Внутри зимы все было как обычно: электрический свет и стены, утром бутерброд в темноте и льющийся мимо чашки кофе, в ранних сумерках свечение испещренного знаками монитора, на который не было сил смотреть. Снег то выпадал, то таял, желтел от собачьей мочи и смерзался, в зависимости от температуры; то летали, то клевали мусор черные вороны. Ездил на машине вместо трамвая – якобы чтобы не мерзнуть, но на самом деле чтобы не видеть никого. На работе все равно приходилось кого-нибудь видеть. Бессмысленные фразы были все тяжелее, как и взгляды знакомых женщин, за спиной шепчущихся о том, что у него депрессия. Он ждал: рано или поздно откроются ошибки в работе, о которой не мог думать, и больше всего боялся, что откроются уже у заказчиков, но ошибки не открывались, он оставался таким же надежным, делал с ненавистью, но правильно.
Несколько раз виделся с Леночкой. На ходу – Лена была озабочена, спешила, усталые морщинки у глаз просвечивали сквозь тональный крем, – передавала ему бумаги, и вопрос «Как она вообще?» оставался невысказанным – слишком неуместен – и почти неясно было, для чего бумаги. С Александром Дымановым не виделся, с ним больше нечего было решать. Случайно, занимаясь чем-то другим, нашел место, подходящее ему по профилю, но в Австралии, долго и безрадостно смеялся в сложенные ладони – кто-то знает, как получить австралийскую визу? – при встрече то же громко спросил у Леночки – она задумалась, черкнула ему рецепт успокоительного, но посоветовала в аптеку не ходить, а напиться в хорошей компании.
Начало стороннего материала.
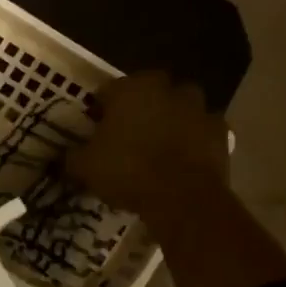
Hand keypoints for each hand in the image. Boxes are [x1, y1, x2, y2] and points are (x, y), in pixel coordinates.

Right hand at [65, 72, 230, 226]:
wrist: (182, 197)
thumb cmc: (127, 171)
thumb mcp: (84, 167)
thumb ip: (72, 156)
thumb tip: (65, 156)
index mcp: (130, 89)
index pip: (108, 90)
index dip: (99, 109)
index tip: (95, 128)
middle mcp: (166, 89)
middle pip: (148, 92)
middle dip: (139, 108)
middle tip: (126, 134)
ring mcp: (198, 108)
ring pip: (179, 107)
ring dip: (169, 119)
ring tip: (157, 145)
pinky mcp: (220, 131)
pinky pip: (201, 129)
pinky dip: (193, 138)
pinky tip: (181, 158)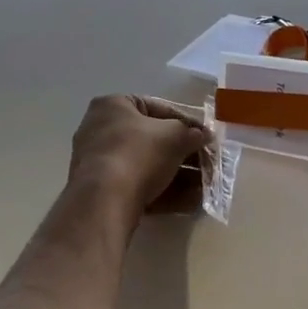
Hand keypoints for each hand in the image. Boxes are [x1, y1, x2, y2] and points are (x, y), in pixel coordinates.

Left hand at [69, 95, 211, 213]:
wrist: (105, 200)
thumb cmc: (139, 152)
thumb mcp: (175, 136)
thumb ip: (191, 133)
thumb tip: (203, 136)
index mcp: (113, 106)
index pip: (156, 108)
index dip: (186, 121)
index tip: (205, 135)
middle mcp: (101, 130)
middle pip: (152, 140)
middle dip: (183, 153)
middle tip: (207, 163)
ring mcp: (100, 163)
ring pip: (147, 166)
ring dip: (179, 176)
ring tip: (204, 186)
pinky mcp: (103, 192)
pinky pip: (139, 186)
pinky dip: (164, 192)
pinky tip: (191, 202)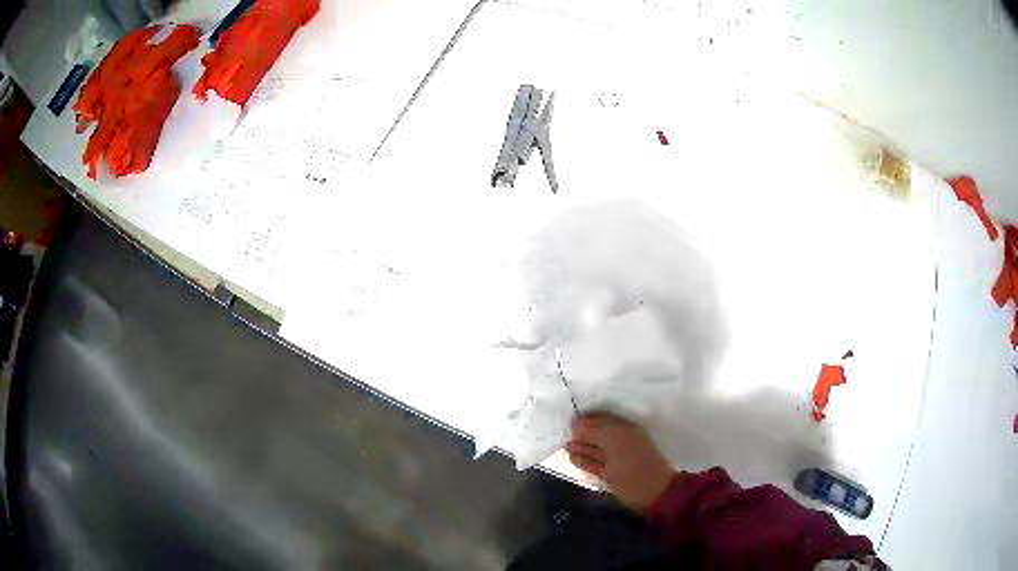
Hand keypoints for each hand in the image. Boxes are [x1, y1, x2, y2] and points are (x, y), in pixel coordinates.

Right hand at [566, 413, 676, 511]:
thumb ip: (595, 431)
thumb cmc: (636, 465)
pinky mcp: (609, 474)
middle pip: (594, 434)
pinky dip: (583, 461)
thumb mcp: (616, 442)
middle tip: (561, 436)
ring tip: (564, 448)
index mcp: (624, 429)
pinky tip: (572, 459)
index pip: (599, 418)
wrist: (654, 493)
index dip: (584, 419)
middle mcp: (619, 440)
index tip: (566, 422)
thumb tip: (575, 423)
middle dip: (580, 435)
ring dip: (579, 448)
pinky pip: (593, 464)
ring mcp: (614, 458)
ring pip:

Элеоноре Фелисии пришло новое сообщение от кузена Ниффлонгера, немного недовольное по тону, но намекающее на грандиозность предстоящего праздника.
Пусть.
Нора вставала рано, до электрического рассвета, звала заспанных служанок, ее мыли, одевали в платья серых оттенков, с прозрачными серыми покрывалами, и она отправлялась в путь. Отрываясь от безнадежных пасьянсов, шла вдаль, через одинаковые смежные комнаты, чтобы вечером быть раздетой и лечь в постель, на спину, с открытыми глазами – в попытке вызвать в сердце память о дне прощания. Памяти не было. Была – всего один раз и не в спальне. Всего один раз остановилась в своем бесконечном пути: неожиданно полился свет, не обычный свет экономных ламп, а золотой, который проходил сквозь все стены, зеркала и картины, делая их прозрачными, и платье на ней исчезло, оставляя розовую полупрозрачную кожу. Они вспомнили друг о друге одновременно, догадалась она, но тут же снова всё забыла – это была короткая вспышка радости, и снова сгустились стены, затвердела на теле одежда, собралась в горле безмолвная тоска… (в это мгновение Николай поставил возле клавиатуры чашку, по внешней стенке которой текла тонкая черная струйка кофе, за спиной спросили: «Ты что там? В порядке?» – и ответил, откашливаясь: «В порядке… Глотнул горячего»).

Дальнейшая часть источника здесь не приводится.